Saturday, April 3, 2010

Big Brother

For those of you who aren't watching world events, you might not realize that massive protests are going on here in Bangkok--by the party called the Red Shirts, who want the Prime Minister ousted. They're Buddhist, though, so the protests are relatively peaceful. Disruptive--because they block traffic--but peaceful. At least so far.

On Friday while I was having lunch with my brother Randall at the embassy, the leaders of the Red Shirts (along with an estimated 3000 followers) came to the embassy and handed an official letter to the representatives of the U.S. government. I was there and got to see it all. (One of the leaders even shook my hand as she left. I think she thought I was much more important than I am.) As you can see in the photo, my brother took me by the hand, made me stand in front of the guards and protesters--all chanting in Thai their political slogans--and took my picture.

Because he is my Big Brother, I did it.

You shouldn't be surprised that I'd do something Randall tells me to do, even though my inclination is NOT to tick off the thousands of people who might think I'm mocking them and their beliefs. Randall has always gotten me to do things my better sense said not to. It's his gift.

Way back when I was four years old and had so many chicken pox on me that I looked hideous, he talked me into playing the monster in a neighborhood play he was putting on while my mother left me in his care. I hunched under a card table and growled. While it probably wasn't good for my fever, it was a worthy performance, I'm sure. The reviews were good.

I also remember holding up one end of a pole (who had the other?) in the blazing heat while he practiced high jumping over it. I once offered my Barbie doll for a firecracker experiments. She ended up scorched.

He refuses to let me be too "girly" and slack off.

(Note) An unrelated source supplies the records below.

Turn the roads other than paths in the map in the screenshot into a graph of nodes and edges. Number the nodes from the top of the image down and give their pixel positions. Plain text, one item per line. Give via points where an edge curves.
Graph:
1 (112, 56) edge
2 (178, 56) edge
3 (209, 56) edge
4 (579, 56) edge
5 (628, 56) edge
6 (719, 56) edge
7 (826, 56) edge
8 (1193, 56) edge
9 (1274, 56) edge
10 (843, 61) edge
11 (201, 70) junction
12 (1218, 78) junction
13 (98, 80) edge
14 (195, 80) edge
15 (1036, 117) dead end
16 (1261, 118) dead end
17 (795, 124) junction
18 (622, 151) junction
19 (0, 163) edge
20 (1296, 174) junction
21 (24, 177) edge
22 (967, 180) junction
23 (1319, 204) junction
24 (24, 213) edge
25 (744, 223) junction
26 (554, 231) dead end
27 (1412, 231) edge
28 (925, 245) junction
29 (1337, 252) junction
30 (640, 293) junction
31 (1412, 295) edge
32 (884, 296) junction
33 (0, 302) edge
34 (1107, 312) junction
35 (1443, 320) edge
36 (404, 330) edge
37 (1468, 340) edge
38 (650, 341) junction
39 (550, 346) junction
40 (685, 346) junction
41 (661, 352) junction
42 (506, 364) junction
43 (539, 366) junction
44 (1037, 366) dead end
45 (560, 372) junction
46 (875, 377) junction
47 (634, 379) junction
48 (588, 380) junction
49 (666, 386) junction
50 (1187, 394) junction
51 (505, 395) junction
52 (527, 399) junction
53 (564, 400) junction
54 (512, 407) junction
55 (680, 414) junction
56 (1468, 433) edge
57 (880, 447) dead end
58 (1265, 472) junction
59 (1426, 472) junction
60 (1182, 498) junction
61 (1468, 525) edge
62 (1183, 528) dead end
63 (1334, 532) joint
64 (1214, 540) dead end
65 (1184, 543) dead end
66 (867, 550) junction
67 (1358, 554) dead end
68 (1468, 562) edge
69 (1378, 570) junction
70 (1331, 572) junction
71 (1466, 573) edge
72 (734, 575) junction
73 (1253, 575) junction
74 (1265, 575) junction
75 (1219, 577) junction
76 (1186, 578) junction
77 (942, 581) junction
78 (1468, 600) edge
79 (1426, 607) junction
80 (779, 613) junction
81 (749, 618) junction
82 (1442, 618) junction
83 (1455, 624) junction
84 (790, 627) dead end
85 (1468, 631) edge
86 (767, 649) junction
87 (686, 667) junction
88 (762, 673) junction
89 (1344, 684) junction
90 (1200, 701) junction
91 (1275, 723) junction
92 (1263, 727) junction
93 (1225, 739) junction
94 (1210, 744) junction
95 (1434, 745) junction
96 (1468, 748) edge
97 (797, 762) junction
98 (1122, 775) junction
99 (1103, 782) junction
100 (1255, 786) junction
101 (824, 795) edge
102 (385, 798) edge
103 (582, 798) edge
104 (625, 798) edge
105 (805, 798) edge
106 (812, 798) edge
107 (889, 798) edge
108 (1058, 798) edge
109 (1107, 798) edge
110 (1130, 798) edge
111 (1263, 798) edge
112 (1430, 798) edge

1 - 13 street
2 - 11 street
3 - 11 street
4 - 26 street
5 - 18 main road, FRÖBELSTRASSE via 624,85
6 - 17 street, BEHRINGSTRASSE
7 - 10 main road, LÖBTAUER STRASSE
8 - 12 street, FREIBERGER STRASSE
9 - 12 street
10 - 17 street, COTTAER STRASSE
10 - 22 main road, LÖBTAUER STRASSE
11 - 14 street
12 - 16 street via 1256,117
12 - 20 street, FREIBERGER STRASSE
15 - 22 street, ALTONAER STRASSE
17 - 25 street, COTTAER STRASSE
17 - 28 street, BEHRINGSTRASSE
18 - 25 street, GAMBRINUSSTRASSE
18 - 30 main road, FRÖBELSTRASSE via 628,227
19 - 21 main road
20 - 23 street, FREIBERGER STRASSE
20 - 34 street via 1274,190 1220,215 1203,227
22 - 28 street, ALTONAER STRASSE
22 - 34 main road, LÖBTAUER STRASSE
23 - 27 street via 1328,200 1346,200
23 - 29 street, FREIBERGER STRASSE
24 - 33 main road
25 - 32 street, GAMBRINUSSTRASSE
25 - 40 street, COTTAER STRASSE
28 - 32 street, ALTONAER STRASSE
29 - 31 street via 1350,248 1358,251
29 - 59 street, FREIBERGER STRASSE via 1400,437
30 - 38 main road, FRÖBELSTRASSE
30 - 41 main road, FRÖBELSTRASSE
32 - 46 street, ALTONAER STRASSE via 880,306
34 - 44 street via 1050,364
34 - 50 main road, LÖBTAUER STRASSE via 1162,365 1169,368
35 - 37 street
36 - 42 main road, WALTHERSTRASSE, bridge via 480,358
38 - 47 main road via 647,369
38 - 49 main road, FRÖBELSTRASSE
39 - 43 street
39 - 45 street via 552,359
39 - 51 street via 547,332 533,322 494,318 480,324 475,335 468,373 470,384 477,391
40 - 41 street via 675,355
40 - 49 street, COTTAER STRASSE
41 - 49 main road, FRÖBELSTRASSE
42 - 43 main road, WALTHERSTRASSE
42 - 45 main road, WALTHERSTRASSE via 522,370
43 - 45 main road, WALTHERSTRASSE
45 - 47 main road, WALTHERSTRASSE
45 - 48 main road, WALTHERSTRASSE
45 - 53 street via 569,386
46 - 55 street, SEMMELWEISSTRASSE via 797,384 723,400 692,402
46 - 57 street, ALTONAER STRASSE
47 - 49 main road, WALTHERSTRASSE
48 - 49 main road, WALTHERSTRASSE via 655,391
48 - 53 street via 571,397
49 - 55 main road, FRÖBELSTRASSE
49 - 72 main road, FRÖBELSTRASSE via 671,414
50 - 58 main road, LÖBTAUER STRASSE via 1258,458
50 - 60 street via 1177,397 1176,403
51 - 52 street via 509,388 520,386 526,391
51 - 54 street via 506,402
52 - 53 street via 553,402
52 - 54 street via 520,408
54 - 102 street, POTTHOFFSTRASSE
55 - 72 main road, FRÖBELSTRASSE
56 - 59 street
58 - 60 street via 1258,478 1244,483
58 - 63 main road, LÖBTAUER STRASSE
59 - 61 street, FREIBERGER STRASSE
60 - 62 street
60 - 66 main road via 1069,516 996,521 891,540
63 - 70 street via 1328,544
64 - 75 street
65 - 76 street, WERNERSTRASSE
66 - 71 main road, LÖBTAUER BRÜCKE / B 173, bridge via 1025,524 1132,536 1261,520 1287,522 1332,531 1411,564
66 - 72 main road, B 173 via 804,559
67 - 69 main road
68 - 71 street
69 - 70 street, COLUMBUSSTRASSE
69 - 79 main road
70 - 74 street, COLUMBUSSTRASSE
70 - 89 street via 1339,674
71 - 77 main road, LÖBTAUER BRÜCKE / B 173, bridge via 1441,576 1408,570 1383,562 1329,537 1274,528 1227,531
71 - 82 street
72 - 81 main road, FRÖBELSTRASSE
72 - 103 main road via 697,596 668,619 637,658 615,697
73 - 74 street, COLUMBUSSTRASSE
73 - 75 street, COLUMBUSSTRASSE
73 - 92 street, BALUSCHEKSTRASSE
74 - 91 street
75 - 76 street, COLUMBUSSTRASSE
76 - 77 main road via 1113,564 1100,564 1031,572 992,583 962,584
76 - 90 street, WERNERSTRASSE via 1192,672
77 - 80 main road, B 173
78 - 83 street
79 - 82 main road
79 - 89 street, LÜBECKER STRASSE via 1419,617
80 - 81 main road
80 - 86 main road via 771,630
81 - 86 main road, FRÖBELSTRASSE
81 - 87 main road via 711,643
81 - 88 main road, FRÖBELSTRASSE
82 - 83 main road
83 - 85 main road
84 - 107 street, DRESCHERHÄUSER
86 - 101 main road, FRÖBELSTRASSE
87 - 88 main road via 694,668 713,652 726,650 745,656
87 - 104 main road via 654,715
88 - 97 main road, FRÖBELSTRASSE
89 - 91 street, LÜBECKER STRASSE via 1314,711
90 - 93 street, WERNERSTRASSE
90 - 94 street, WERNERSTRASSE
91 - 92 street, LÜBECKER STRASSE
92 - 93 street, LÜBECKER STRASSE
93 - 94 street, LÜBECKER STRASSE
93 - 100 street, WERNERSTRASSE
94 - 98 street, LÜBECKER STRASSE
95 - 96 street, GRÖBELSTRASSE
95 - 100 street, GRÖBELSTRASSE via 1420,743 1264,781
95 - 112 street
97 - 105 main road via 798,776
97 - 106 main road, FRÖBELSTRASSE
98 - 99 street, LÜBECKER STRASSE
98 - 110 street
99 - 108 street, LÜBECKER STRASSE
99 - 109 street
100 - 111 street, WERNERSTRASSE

Once on the island of Dominica, we hiked what I consider the World's Hardest 9-hour Hike--through the Valley of Desolation to the Boiling Lake (no joke). After five or six hours, I refused to go any farther, threw myself spread eagle on a flat rock, and began crying--praying for a rogue helicopter to snatch me up into the sky. He didn't pamper me. As a matter of fact, he walked about 20 yards away and took my picture. Pitiful me--but after some water and food, he did convince me to finish the hike. Otherwise, my bones would still be there.

In short, it's hard to say no to my charismatic older brother. But to be fair, he also convinced me to get certified in scuba diving--a skill that has opened up whole new worlds for me and has given me so much peace in that space where the only sound I hear is bubbles. He's taken me to places on this Earth that I would never have gone without his protection and encouragement--Karachi, Pakistan, for one. It's a place I'm glad I saw but am even more glad I don't have to go back.

Once he even took me to the house where Edgar Allan Poe grew up, a neighborhood that is now probably one of the worst in Baltimore. (I swear people were smoking crack on the front steps of the house and selling babies near the gutter.) But I felt completely safe being there because my Big Brother was watching out for me.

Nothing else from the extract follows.